Civil Rights:  The Civil Rights Act, and the provisions safeguarding voting in America are overdue for review. Voter intimidation, suppression, and curtailment are no longer the sole province of the old Confederacy.  We continue to put this issue on the back burner at our peril as a democracy.

Public Health and Safety: Heart disease and cancer continue to be the main causes of death in this country, but Alzheimer’s is climbing up the tables.  An aging population will require more health care services in a wider variety of settings than our current system can address.  We kill 34,677 of us every year in traffic accidents, but we continue to defer highway improvements because of budget constraints.

We kill off 26,631 individuals annually in firearm accidents, another 19,766 in firearm related suicides, and yet another 11,101 in firearm homicides. [CDC]  Still we wrangle about requiring universal background checks and how we might prevent straw purchases.  We can’t even seem to agree that stalkers and spousal abusers shouldn’t have immediate access to firearms.

Whether it’s Alzheimer’s or assault rifles, we’re still operating with entirely too many Medically Under-served Areas, there are 297 such reports for Nevada, and a search of neighboring California turns up 2,065 records. [HRSA]

Immigration: We have a mess going in this department.  It’s hard to ignore the fundamentally racist rantings of the Deport’em Now crowd, who never seem to have much to say about the northern border.  However, we will need to tune them out, or at least down,  if we are going to attract the best and brightest scientific and technical minds we’ll need for a 21st century economy.  We’ll need to figure out how to invite in those who have joined our Armed Forces, willing to die for this country, only to discover later there are voices demanding that they mustn’t  live here. Something rational needs to be done to meet the needs of children who came here as toddlers and have known no other country, and those who have one native born or naturalized parent and another who is not.  Comprehensive immigration policy reform would help. So would adequately funding the judicial, social, and educational components of our immigration policy — security is the easy part — it’s the larger, more complicated portions of the problem we’re delaying.

Might we add more to this list? — items which if we let them progress on their own long enough we’ll find ourselves in a “crisis” situation — climate change, income disparity and inequality, educational funding and curriculum development, and the regulation of capital markets to improve stability.

Our Bottom Line

One of the more egregious practices of failing businesses is the Run To Ruin mentality.  Got an aging delivery truck? Never mind, just keep depreciating it without putting any funds in replacement and capital improvement accounts, and when the thing finally gives up the ghost go out and get another loan to cover the cost.  Delaying serious proposals for maintaining our national safety, health, economy, and infrastructure is tantamount to adopting the Run to Ruin model on a national scale.
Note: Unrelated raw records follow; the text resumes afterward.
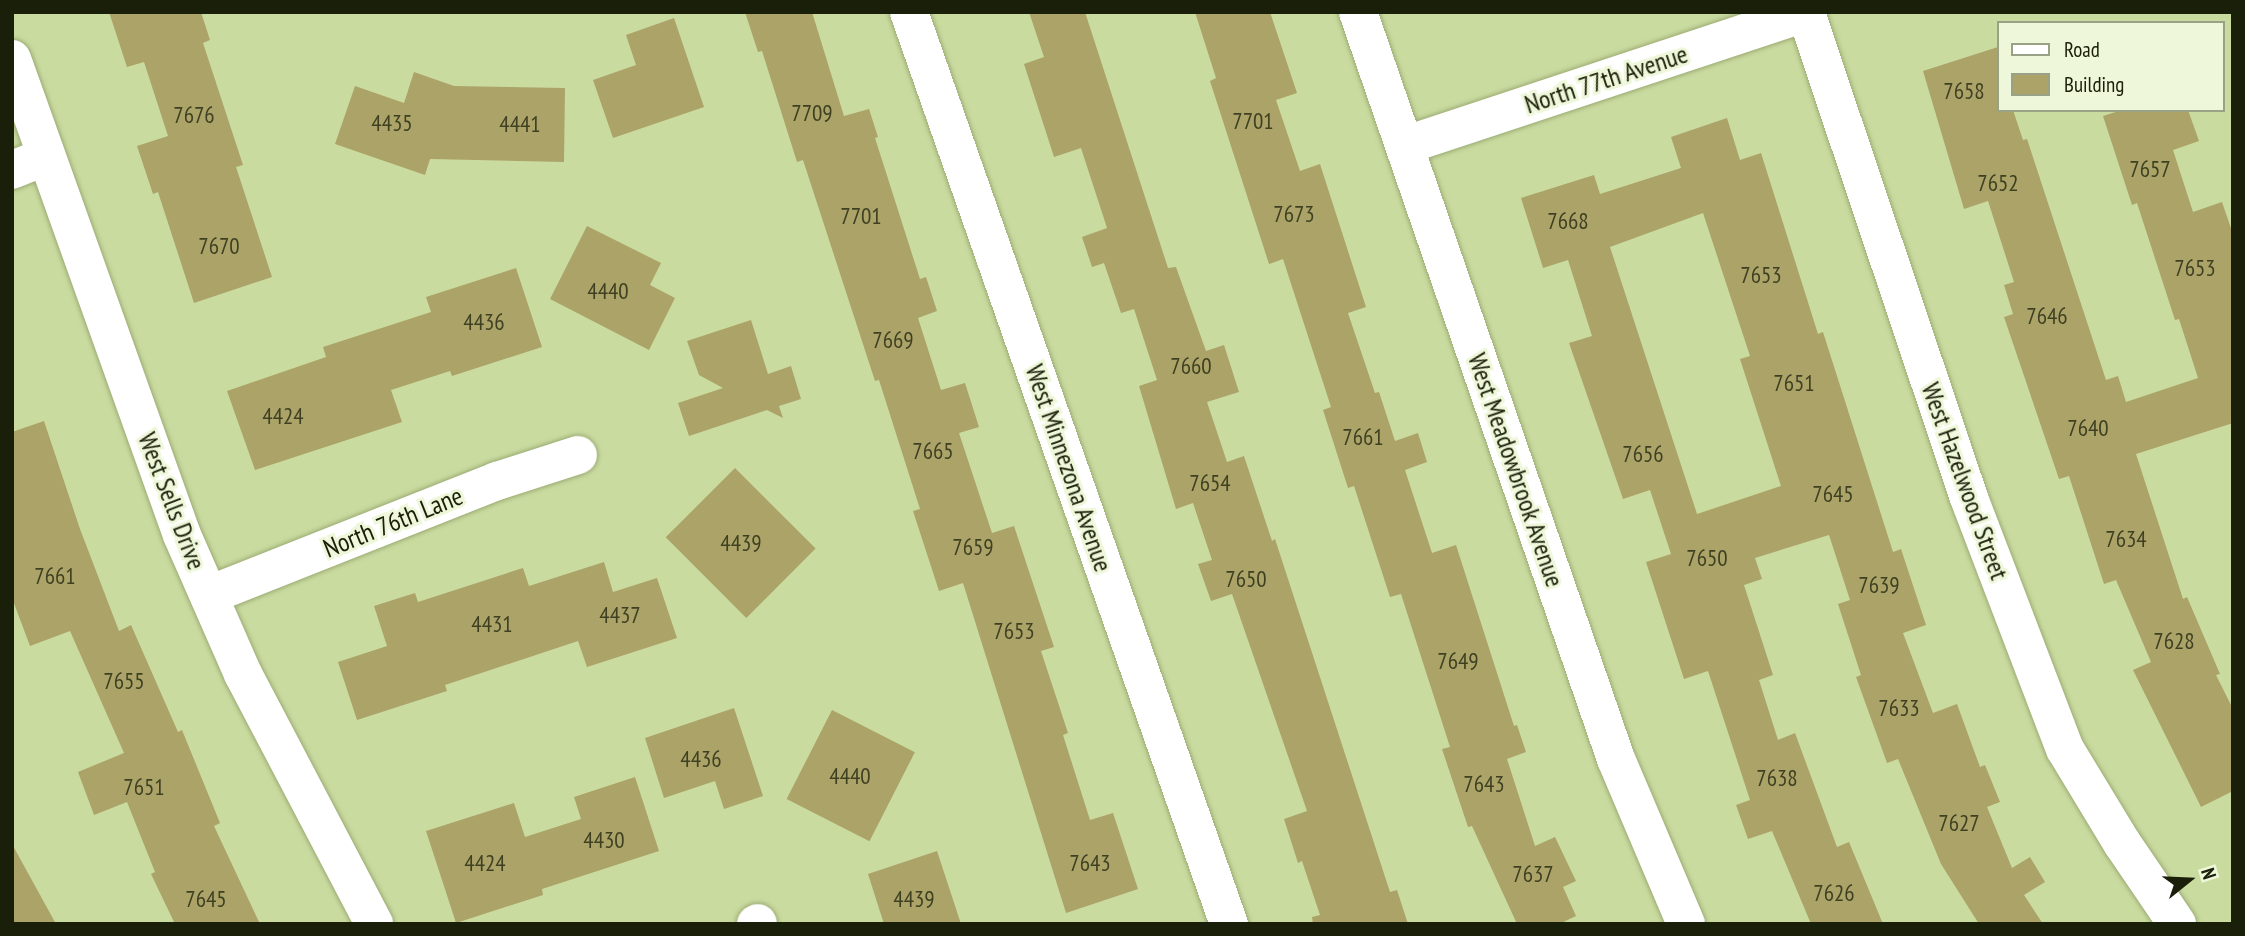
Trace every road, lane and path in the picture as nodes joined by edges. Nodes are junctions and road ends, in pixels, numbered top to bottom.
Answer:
1 (909, 12) edge
2 (1358, 12) edge
3 (1806, 13) edge
4 (12, 59) edge
5 (1406, 145) junction
6 (29, 163) edge
7 (579, 456) dead end
8 (209, 595) junction
9 (374, 924) edge
10 (1230, 924) edge
11 (1686, 924) edge
12 (2177, 924) edge

1 - 10 street, West Minnezona Avenue
2 - 5 street, West Meadowbrook Avenue
3 - 5 street, North 77th Avenue
3 - 12 street, West Hazelwood Street
4 - 6 street, West Sells Drive
5 - 11 street, West Meadowbrook Avenue
6 - 8 street, West Sells Drive
7 - 8 street, North 76th Lane
8 - 9 street, West Sells Drive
Another highly questionable business practice which will lead directly to bankruptcy court is the Disposable Asset Theory of Management  wherein all facets of an enterprise are ultimately disposable, including personnel.  Low wages and paltry benefits yielding high employee turnover? No problem, just hire more and cheaper labor. With 3 job seekers for every position available there will always be somebody.  Eventually those training and retraining expenses will add up, predictably levels of service will decline… and those adherents of the DAT management style should be looking for a buyer sooner rather than later.  Deferring the issues of hiring and retaining well trained and competent public employees is, again, like trying to run the country on the cheap (DAT) and then expressing surprise when “things don’t get done.”

By far one of the most predictable ways to go out of business is to ignore the changing circumstances and economic atmosphere around a firm.  Ever so redundantly speaking — Rule Number One: If you have an increasing share of a declining market you are in very real trouble. Think Kodak.
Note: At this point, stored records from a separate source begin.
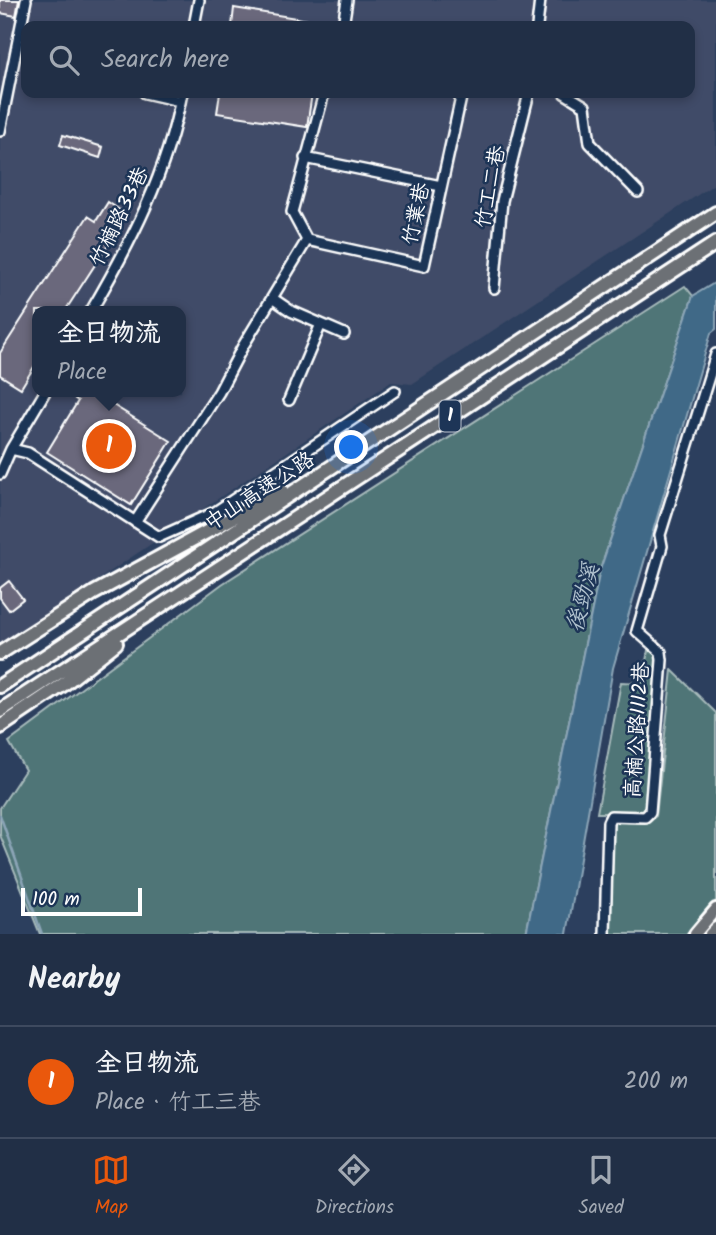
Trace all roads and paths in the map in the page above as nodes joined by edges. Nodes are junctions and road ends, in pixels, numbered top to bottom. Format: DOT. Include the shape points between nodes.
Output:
graph roads {
  1 [pos="26,0"];
  2 [pos="199,0"];
  3 [pos="347,0"];
  4 [pos="540,0"];
  5 [pos="22,21"];
  6 [pos="195,21"];
  7 [pos="344,21"];
  8 [pos="538,21"];
  9 [pos="21,25"];
  10 [pos="14,60"];
  11 [pos="21,62"];
  12 [pos="181,98"];
  13 [pos="323,98"];
  14 [pos="461,98"];
  15 [pos="528,98"];
  16 [pos="572,98"];
  17 [pos="0,131"];
  18 [pos="305,158"];
  19 [pos="441,186"];
  20 [pos="638,192"];
  21 [pos="716,213"];
  22 [pos="307,240"];
  23 [pos="716,243"];
  24 [pos="494,288"];
  25 [pos="272,298"];
  26 [pos="94,306"];
  27 [pos="321,324"];
  28 [pos="345,334"];
  29 [pos="716,354"];
  30 [pos="395,390"];
  31 [pos="43,397"];
  32 [pos="289,400"];
  33 [pos="368,443"];
  34 [pos="11,449"];
  35 [pos="0,474"];
  36 [pos="135,522"];
  37 [pos="185,589"];
  38 [pos="54,620"];
  39 [pos="0,653"];
  40 [pos="0,662"];
  41 [pos="0,686"];
  42 [pos="0,711"];
  43 [pos="0,727"];
  44 [pos="716,909"];
  45 [pos="716,928"];
  46 [pos="605,934"];
  47 [pos="695,934"];
  48 [pos="710,934"];
  1 -- 5 [label="street"];
  2 -- 6 [label="street"];
  3 -- 7 [label="street"];
  4 -- 8 [label="street"];
  9 -- 10 [label="street"];
  10 -- 11 [label="street"];
  10 -- 17 [label="street"];
  12 -- 26 [label="street, 竹楠路33巷" via="162,173"];
  13 -- 18 [label="street"];
  14 -- 19 [label="street, 竹業巷"];
  15 -- 24 [label="street, 竹工二巷" via="502,201"];
  16 -- 20 [label="street" via="585,106 590,143"];
  18 -- 19 [label="street"];
  18 -- 22 [label="street" via="292,212"];
  19 -- 22 [label="street, 竹業巷" via="424,266"];
  21 -- 33 [label="highway, 中山高速公路 / 1"];
  22 -- 25 [label="street"];
  23 -- 37 [label="highway, 中山高速公路 / 1"];
  25 -- 27 [label="street"];
  25 -- 36 [label="street" via="219,393"];
  27 -- 28 [label="street"];
  27 -- 32 [label="street"];
  29 -- 46 [label="street, 高楠公路1112巷" via="660,535 662,546 637,631 661,652 662,660 650,812 645,817 611,816 608,822"];
  30 -- 36 [label="street" via="215,512 159,537"];
  31 -- 34 [label="street"];
  33 -- 38 [label="highway" via="94,593"];
  33 -- 41 [label="highway, 中山高速公路 / 1"];
  34 -- 35 [label="street"];
  34 -- 36 [label="street" via="28,453"];
  37 -- 42 [label="highway, 中山高速公路 / 1"];
  37 -- 43 [label="highway" via="64,684"];
  38 -- 39 [label="highway"];
  38 -- 40 [label="highway"];
  44 -- 47 [label="main road"];
  45 -- 48 [label="main road"];
}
Let’s be optimistic and believe that eventually we will move from dependence on fossil fuels and toward renewable energy sources.  In old fashioned retail terms this means fossil fuels will be a declining market.  So, WHY are we subsidizing an industrial sector which we know to be on the way out?  Again, if we take a short-term defensive approach to energy policy we’ll be violating Old Rule Number One in ways that will not be helpful in the future — or we can wait for the Crisis in which the oil sector sputters out and takes a chunk of the economy with it.

Avoiding the Run to Ruin, Disposable Asset Theory, and the Ostrich Stance mistakes means we are going to have to stop lurching from crisis to crisis, and start doing some serious public policy planning.  We need to stop talking about running government like a business, and start doing precisely that — running it as a long term, asset rich, enterprise with public service as its core.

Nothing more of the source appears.